Have you got a minute?
Have you got two minutes?
If I could guarantee that you would be happier after spending just two minutes a day on your well-being, would you do it?
It’s the New Year, full of resolutions (or hopefully intentions) and goals we’ve set for ourselves.
If we fulfil all our promises to ourselves for all of January and our determination wanes during February, then that’s OK. We have a choice. I can use self-deprecating language when I don’t have the time or inclination to keep my fitness regime up during the dull remaining winter months and berate myself for giving up and being lazy. Or I can notice how much I did during the start of the year and how good it made me feel at the time and allow that good feeling to remain.
Returning to one walk a week from one run a day doesn’t undo the daily runs. I still did them. And then I stopped doing them. That’s all.
It takes nearly as much effort to stop the self-flagellation as it does to go on the daily runs in the first place
However, we’re human. Don’t we say to our clients that positive reinforcement is better than negative reactions when training their pets? It takes nearly as much effort to stop the self-flagellation as it does to go on the daily runs in the first place.
Self-scolding might be how we’ve always lived our lives, and it may even have played a part in getting us to where we are today in our careers. But is it a positive experience?

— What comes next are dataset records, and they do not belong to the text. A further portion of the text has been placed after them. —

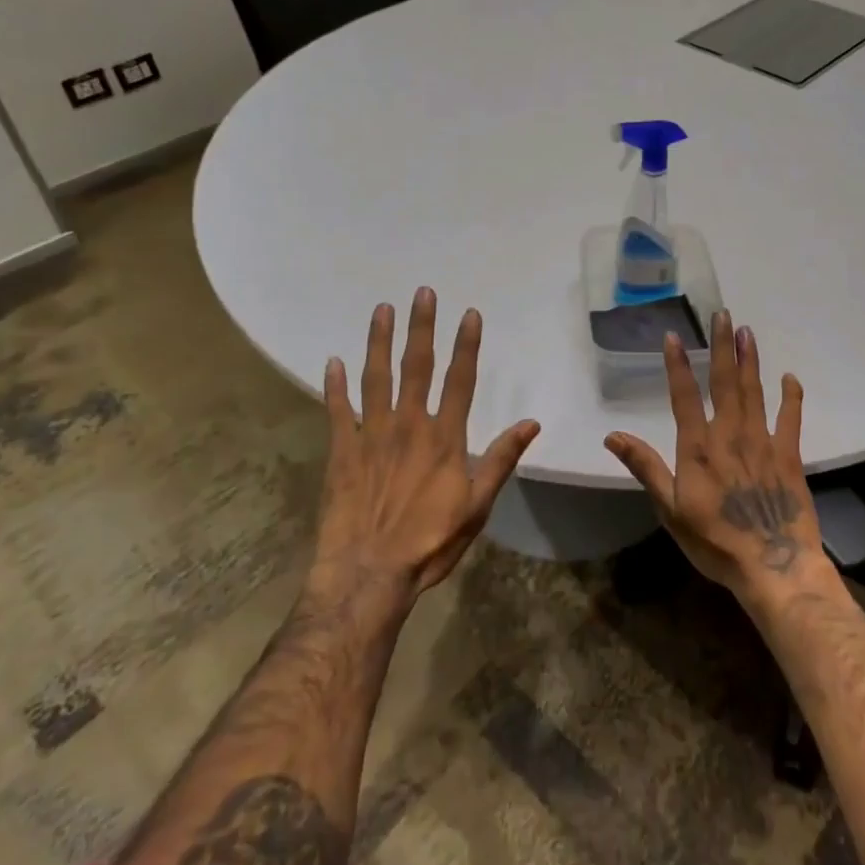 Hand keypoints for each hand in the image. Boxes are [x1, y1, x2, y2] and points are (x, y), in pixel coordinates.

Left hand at [313, 288, 539, 603]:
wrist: (370, 572)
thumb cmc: (430, 542)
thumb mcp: (478, 505)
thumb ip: (501, 459)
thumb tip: (531, 423)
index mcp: (444, 437)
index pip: (460, 380)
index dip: (466, 345)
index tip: (469, 314)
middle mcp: (408, 424)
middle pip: (417, 366)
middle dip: (421, 327)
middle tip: (422, 292)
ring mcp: (371, 434)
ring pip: (376, 377)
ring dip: (379, 341)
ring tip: (382, 310)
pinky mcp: (342, 450)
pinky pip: (337, 409)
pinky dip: (335, 385)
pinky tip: (332, 361)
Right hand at [605, 310, 822, 596]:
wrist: (773, 565)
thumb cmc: (714, 541)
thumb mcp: (669, 509)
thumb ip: (645, 467)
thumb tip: (612, 436)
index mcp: (698, 447)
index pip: (684, 396)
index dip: (677, 365)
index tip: (674, 336)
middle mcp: (730, 434)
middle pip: (724, 382)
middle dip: (722, 347)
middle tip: (724, 315)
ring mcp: (762, 442)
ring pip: (754, 391)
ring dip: (750, 360)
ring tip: (747, 332)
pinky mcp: (789, 455)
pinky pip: (791, 418)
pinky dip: (791, 396)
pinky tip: (789, 376)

So, wouldn’t it be awesome if we could devise a sustainable, time-efficient behaviour within ourselves that the evidence shows would provide us with long-term, year-round happiness?
A two-minute-a-day practice brings to mind a hygiene habit like brushing our teeth.
If I told you that after brushing your teeth twice a day for all of January, you could stop now with no guilt or repercussions, you’d be horrified (I presume).
So, the happy medium between accepting that New Year’s resolutions often wane after January and making some daily effort to change this year for the better is this:
- Whatever self-care you did this month is great
- Sustainable self-care habits for two minutes a day for the rest of the year can be the non-negotiable hygiene for the mind
- Anything you add to this habit can be viewed as a bonus, a gift of self-compassion or an awesome new way of being
Pursuing happiness
In “Pursuing happiness: the architecture of sustainable change”, Lyubomirsky et al. (2005) remind us that three main factors determine our regular happiness level:
- Our genetically predetermined set point for happiness
- Our life circumstances
- Activities which we undertake to increase our happiness
It may sound like a no-brainer. It may also sound like a great excuse to do nothing because we can claim that our genetics and life situation are in charge, not us.
Alternatively, it can be the impetus for change in our activities because that is what we can alter to improve our general state of happiness sustainably.
I’ve written about the benefits of meditation many times in Improve Veterinary Practice. I totally understand why some people would feel that meditation is too passive for them to use it as a sustainable way to happiness. These people tell me that they need to “do” something: they need physical activity or something more tangible than sitting on a cushion.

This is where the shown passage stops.